Arts, Culture & Entertainment

The USC Scripter Awards Celebrate the Craft of Adaptation

USC awards both the authors and screenwriters for their collaboration in adapting stories from page to screen.

Four people stand at the USC Libraries Scripter Awards
(Photo courtesy of the USC Scripter Awards)

Whether the film adaptation of a movie is faithful to its source material, or makes changes to make the material its own is always a subject of hot debate. The USC Scripter Awards celebrate adaptations that the selection committee feels succeeded in the delicate balancing act of doing justice to the book while adapting it for the screen.

On Saturday February 22, the 37th USC Scripter Awards took place at the Town and Gown ballroom. The awards are given out by the USC Libraries Board of Councilors and serve as a fundraising event. Since 1988, the Scripter Awards have honored not only a film or television show, but the book it is based on.

This year, author Robert Harris and screenwriter Peter Straughan won the Scripter award for Best Adaptation of the Printed Word into Film for “Conclave.” The film is also nominated for eight Oscars including Best Adapted Screenplay and Best Picture.

Best episodic series adaptation was awarded to screenwriter – and USC alumni – Joshua Zetumer, and author Patrick Radden Keefe, for the episode “The People in the Dirt” from the limited series “Say Nothing.”

“I always appreciate the opportunity to celebrate the written word. We don’t get to do that very often,” Melissa Just, Dean of USC Libraries told Annenberg Media. “It’s such a unique award that reflects the position that we have here in Los Angeles, with USC and the film industry working so closely together, I don’t think you could really do this anywhere else.”

In addition to the awards for best adaptation, the library also gives out the Ex Libris Award which honors “exceptional commitment to the USC Libraries,” according to the organizer’s website.
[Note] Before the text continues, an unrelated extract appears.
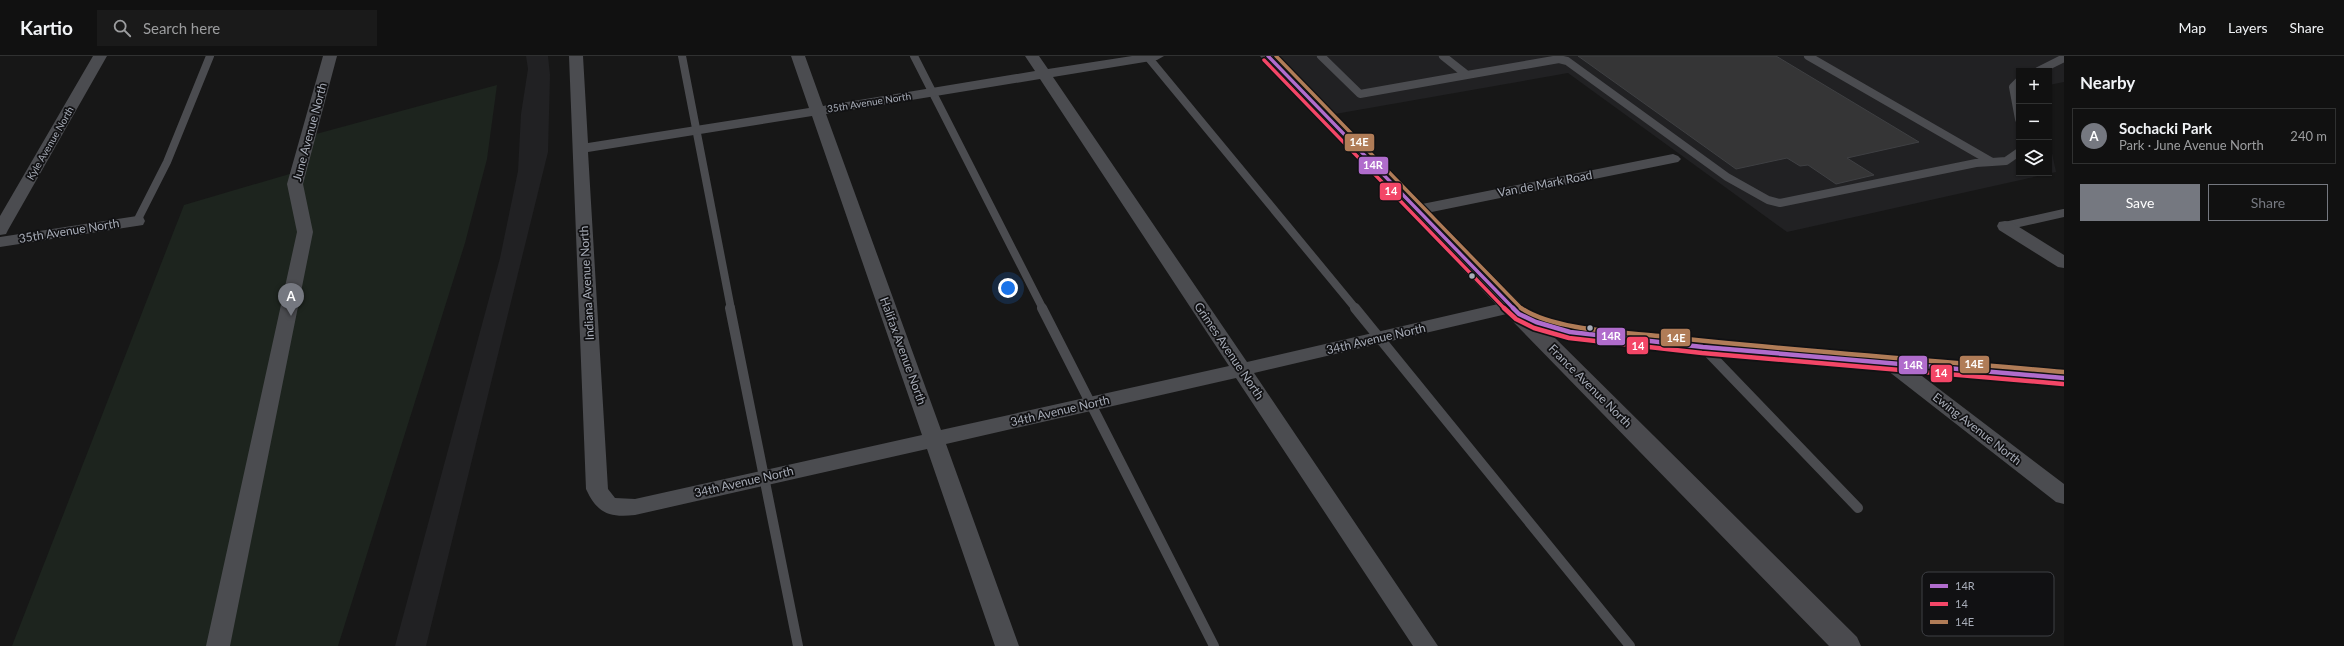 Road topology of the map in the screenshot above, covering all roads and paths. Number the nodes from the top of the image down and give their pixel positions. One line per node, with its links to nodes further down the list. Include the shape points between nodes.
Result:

This year’s award went to Howard A. Rodman, who has been the chair of the Scripter Selection Committee for the past twelve years. Rodman is a USC professor and former chair of the John Wells Division of Writing for Screen & Television at the School of Cinematic Arts. Rodman is also a Vice President of the Academy of Motion Pictures.

“Other people have various other houses of worship. Mine are public libraries and university libraries. I feel very honored that the USC Libraries, and two successive deans of libraries, have had the generosity of spirit to ask me to come work with them on these awards,” Rodman said in an interview with Annenberg Media.

When trying to choose a winner, Rodman asks three questions.

“Was it a wonderful book or graphic novel? Was it a wonderful screenplay or movie or television show, and was there real imagination, creativity, skill, adeptness, agility and heart used in the translation from one to the other?” Rodman asked.

Rodman’s film adaptations include “Joe Gould’s Secret” (2000) and “Savage Grace” (2007). He has also adapted for television episodes such as The Quiet Room, The Swords, The Frightening Frammis, and Professional Man. He also adapted his own books, “The Great Eastern” and “Destiny Express.”

His extensive knowledge of the craft gives him a unique insight into what makes a good adaptation, because he understands the different skill sets needed to be both an author and a screenwriter.

“When I’m adapting my own work, I have to get my head to a point where I can do the full Marie Kondo and say to the novel that I spent years of my life and much blood writing, ‘thank you for your service,’ as I toss it over my shoulder, and then write a screenplay which is something totally new,” Rodman said.

When adapting other people’s work, Rodman said he tends to err on the side of faithfulness, while still giving the original work new life. “I’m painfully aware from failed experiments, that if you just pour amber over a book, you don’t get something that’s really living and vibrant, and you don’t get something that can break and mend the heart.”

Rodman’s experience not only benefits the Scripter awards, but his students as well. He said one lesson he tries to impart is to keep in mind why they want to tell a certain story.

“If you teach isolated abstract technique, people will write something which, from a distance of six feet, resembles a screenplay in all aspects, but isn’t really a screenplay. And so what I’m always saying is, what’s the story you were born to tell? What’s the story only you can tell?”

The Scripter awards honor stories told and translated across mediums to touch an even larger audience. As Rodman said in his speech at the ceremony, an adaptation “rips the binding, shreds the pages, pulps them and by wild alchemy transforms them into flickering light.”